We’re thinking along the lines that you’ll be retiring. Similarly, in March the Eastern District of Pennsylvania ruled that comments made by decision-makers – hospital executives who expressed their belief that the 63-year old physician whose contract they refused to renew would be retiring – were sufficient to give rise to a plausible inference that the hospital acted with age bias. When the physician’s contract was not renewed after more than 30 years, his position was replaced by one for a hospitalist, and that position was then filled by a 29-year-old physician. That evidence was enough for the court to deny the hospital’s motion for summary judgment on the employee’s age discrimination claims (Sesso v Mercy Suburban Hospital, EDPa, March 13, 2013).
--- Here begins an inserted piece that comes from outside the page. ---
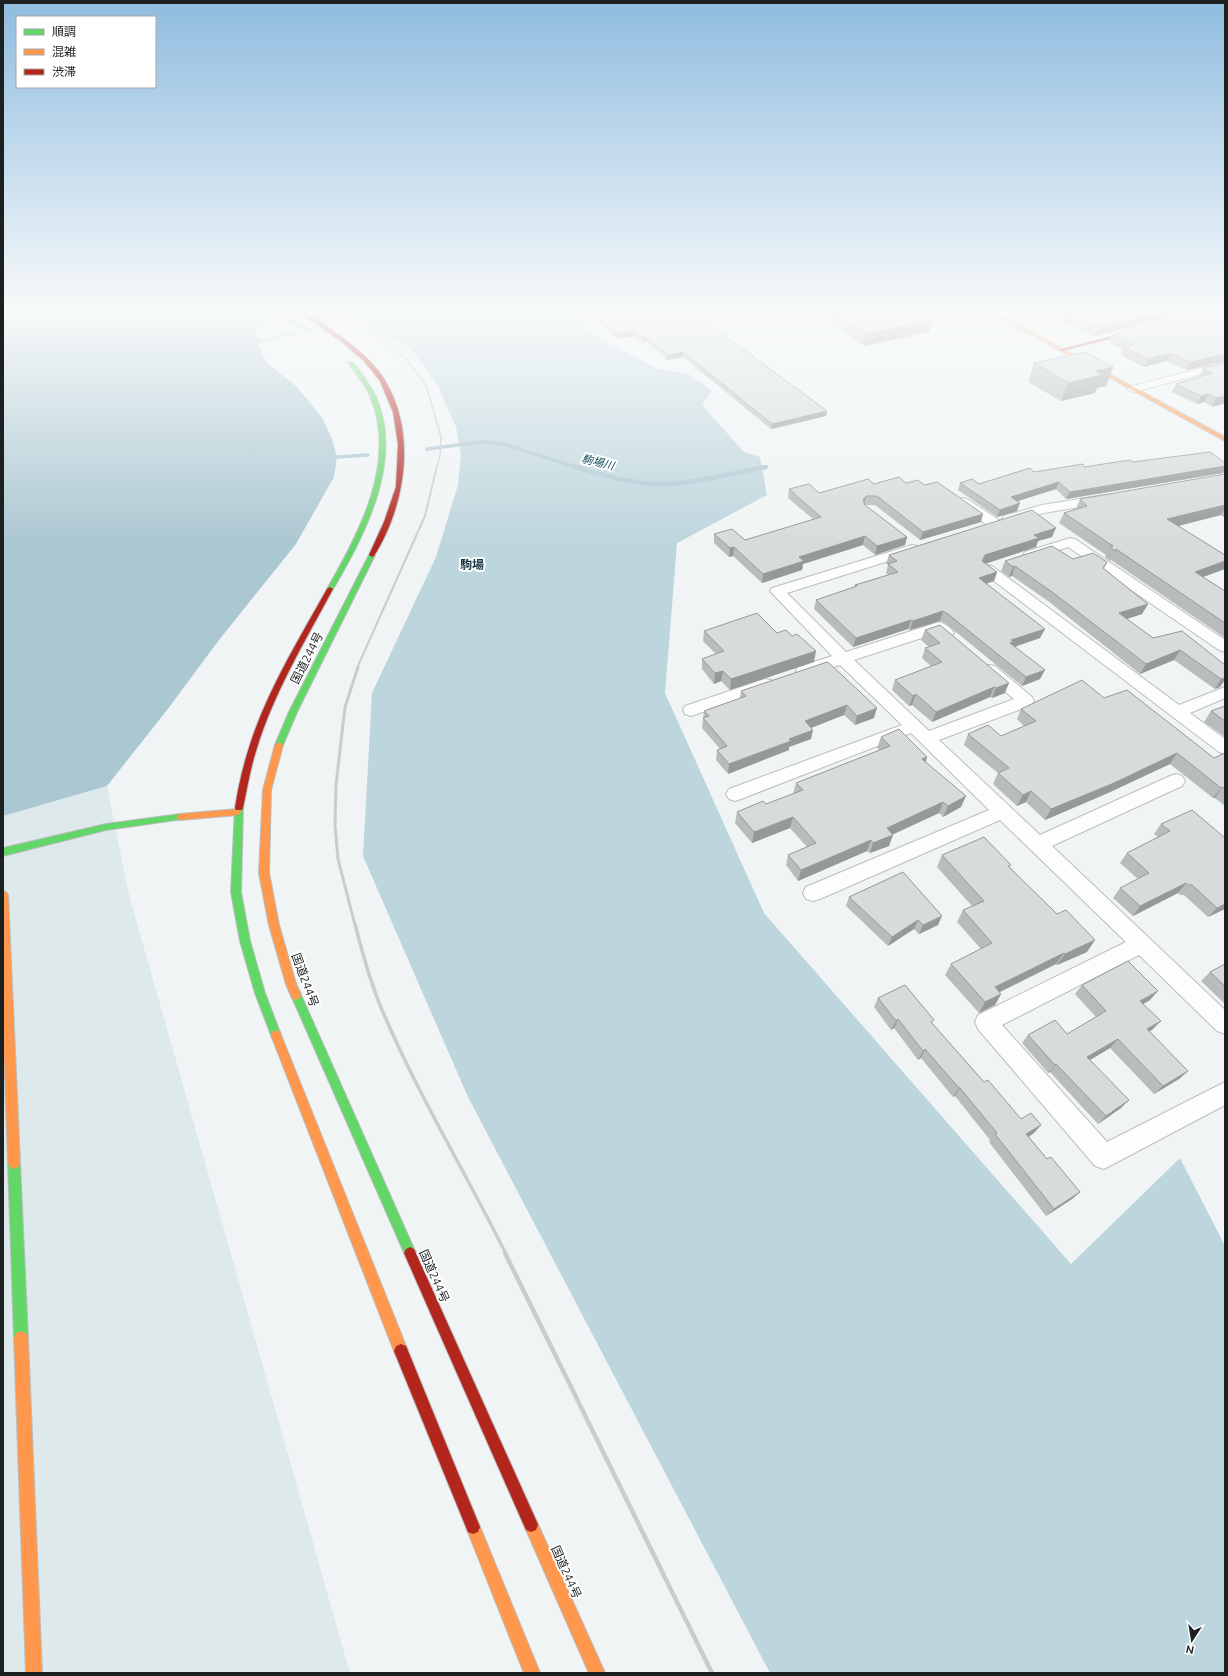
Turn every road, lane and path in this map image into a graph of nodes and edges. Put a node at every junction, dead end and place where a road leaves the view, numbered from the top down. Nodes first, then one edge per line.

Do you plan to retire soon? Finally, an older pharmacist terminated ostensibly for performance issues could advance his age discrimination claims based on pretext evidence of his supervisor’s age-related comments, the Northern District of Alabama ruled in late January. In essence, the employee alleged that his district supervisor made age-related remarks, and that after he complained about them to his supervisor’s superior, he suffered a series of reprimands that led to his termination. Over a period of three years, there were three age-related comments alleged, with the most recent uttered months before the employee’s termination, so the court wasn’t convinced these were direct evidence of age discrimination. However, they amounted to significant circumstantial evidence; for example, during his first annual review, the supervisor asked him when he planned to retire, and at his next annual review, the supervisor asked how old he was now. He also called the pharmacist an “old man” in front of other workers. Because the supervisor was the decision-maker in his termination, and a reasonable jury could infer age-related bias from his remarks, the jury could also infer that the supervisor continued to harbor age-related bias when he made his decision (Harris v CVS Caremark Corporation aka CVS Pharmacy, NDAla, January 29, 2013).

To be fair, in most of these cases the comments by management weren’t the only evidence of age discrimination. But in every case, they were found to be significant evidence. So can we agree that, at the very least, it really isn’t a good idea anymore to ask our older employees when they plan to retire?